Los experimentos de Benjamin Libet han encontrado una confirmación adicional en los más recientes de John-Dylan Haynes, quien pidió a los voluntarios que eligieran entre dos botones para presionar. Los investigadores detectaron, mediante resonancia magnética funcional, que un evento cerebral específico se producía con algunos segundos de anticipación tanto respecto a la ejecución de la acción como al momento en que el sujeto afirmaba haber tomado la decisión. La conclusión de estos estudios llevaría a reconocer que nosotros somos solo testigos de nuestras decisiones[10].
La cuestión relativa al modo en que se forma el pensamiento está, por tanto, estrechamente vinculada a la de la existencia de un sujeto que decide, es decir, de un sujeto que tiene conciencia de sí; en otras palabras, la pregunta es quién es el sujeto que dice «yo». Es el problema de la identidad del sujeto pensante, que remite a su vez a la cuestión de la responsabilidad y de la libertad individual. Si admitimos una diferencia entre cerebro y mente, entre impulsos eléctricos y su interpretación, podemos también argumentar en favor de una dimensión espiritual del ser humano que emerge de su componente biológica. El pensamiento sería entonces una manifestación de un nivel ulterior que emerge de la dimensión biológica del ser humano.
Saber y pensar
Gracias al pensamiento, el ser humano adquiere conciencia de sí. El pensamiento representa la capacidad del sujeto de mirarse a sí mismo. En el desarrollo del pensamiento, el ser humano se reconoce. Ya san Agustín, en el De Trinitate, se preguntaba qué ama la mens, es decir, el sujeto cognoscente, cuando busca conocerse. En este dinamismo esencial del ser humano, el obispo de Hipona reconocía una dinámica rica y profunda. Ante todo, hay siempre algo que impulsa esta búsqueda: Agustín había identificado desde hacía tiempo la importancia del deseo como motor de todo proceso vital, y por tanto también del conocimiento. Nos ponemos a buscar porque estamos impulsados por el amor hacia algo que aún no poseemos o no conocemos perfectamente, pero que vislumbramos, algo que nos atrae. Si no existiera este amor que nos atrae y que toma la forma del deseo, tampoco podría existir el conocimiento: «Somos arrastrados por el deseo de buscar la verdad»[11].
En este proceso, la mens se identifica como una entidad que ignora y que busca[12]. Es necesario reconocerse ignorantes para poder buscar, pero no se trata de la ignorancia socrática que excluía de entrada todo tipo de conocimiento; para Agustín, es necesario que algo nos preceda: un conocimiento, aunque incipiente, oscuro, confuso, pero capaz de ponernos en movimiento. ¡La nada no impulsa hacia algo!

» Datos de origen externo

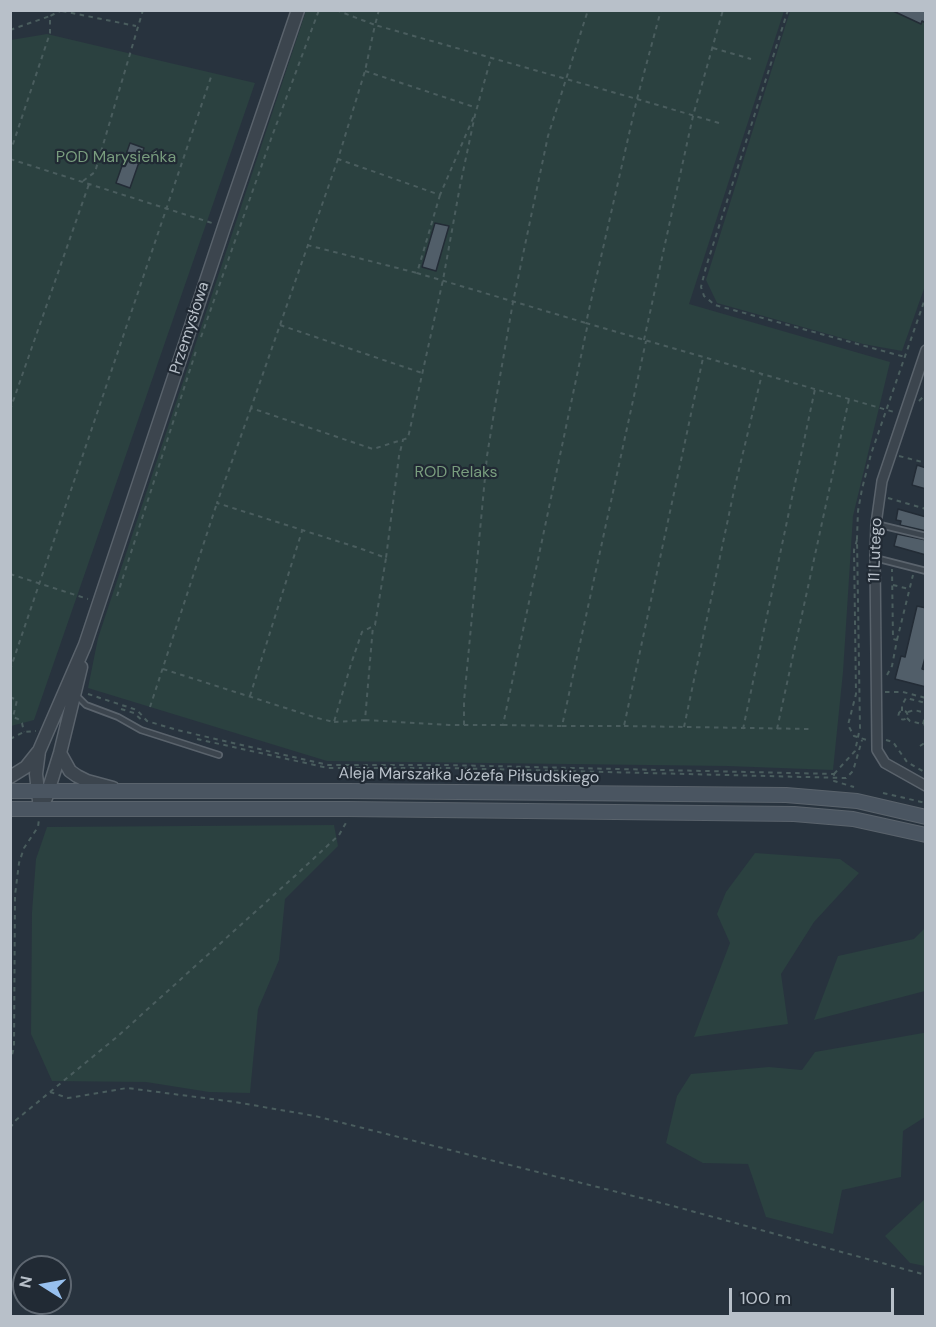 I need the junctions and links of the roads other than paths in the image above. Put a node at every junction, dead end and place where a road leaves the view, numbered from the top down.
1 (298, 10) edge
2 (926, 350) edge
3 (876, 524) junction
4 (926, 536) edge
5 (875, 558) junction
6 (926, 571) edge
7 (76, 693) junction
8 (39, 751) junction
9 (60, 753) junction
10 (219, 754) dead end
11 (10, 777) edge
12 (926, 786) edge
13 (10, 791) edge
14 (44, 791) junction
15 (125, 791) junction
16 (10, 809) edge
17 (40, 809) junction
18 (926, 817) edge
19 (926, 835) edge

1 - 7 street, Przemysłowa
2 - 3 street, 11 Lutego
3 - 4 lane
3 - 5 street, 11 Lutego
5 - 6 lane
5 - 12 street, 11 Lutego
7 - 8 street, Przemysłowa
7 - 9 street, Przemysłowa
7 - 10 lane
8 - 11 street
8 - 14 street, Przemysłowa
9 - 14 street, Przemysłowa
9 - 15 street
13 - 14 main road, Aleja Marszałka Józefa Piłsudskiego
14 - 15 main road, Aleja Marszałka Józefa Piłsudskiego
14 - 17 street, Przemysłowa
15 - 18 main road, Aleja Marszałka Józefa Piłsudskiego
16 - 17 main road, Aleja Marszałka Józefa Piłsudskiego
17 - 19 main road, Aleja Marszałka Józefa Piłsudskiego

En esta dinámica de la inteligencia, movida por el deseo —o por la voluntas— y que busca en la memoria, el obispo de Hipona descubría una de las huellas de la imagen trinitaria en el ser humano. Solo pensando, es decir, volviendo a entrar en sí mismo, el ser humano reconoce su propia naturaleza espiritual[13]. El retorno a la interioridad[14] puede imaginarse a la luz de la novedad introducida por Agustín en torno a la idea de memoria. A diferencia de los autores anteriores, que veían la memoria como una tablilla de cera sobre la que se imprimen signos, él propone una visión de la memoria que hoy llamaríamos «tridimensional», un espacio recorrible, en el que la mens entra como si explorara una caverna en la que encuentra tanto algunos principios innatos —como, por ejemplo, los principios lógicos que están en la base del razonamiento— como conocimientos previos que se han acumulado mediante la experiencia y que pueden recuperarse. La novedad introducida por Agustín respecto de la memoria no se limita a esta dimensión espacial, sino que está también ligada a su carácter privado: en la idea platónica de la reminiscencia, en efecto, lo que se recuerda son las ideas vistas por el alma en el hiperuranio, es decir, ideas comunes a todos. Agustín, en cambio, considera que en la memoria están presentes los recuerdos privados, que derivan precisamente de la experiencia personal. Lo que la mens conoce en esta búsqueda es, por tanto, una subjetividad específicamente individuada, distinta de todas las demás. Por ello, la reflexión está estrechamente vinculada con el surgimiento de la conciencia del sujeto privado.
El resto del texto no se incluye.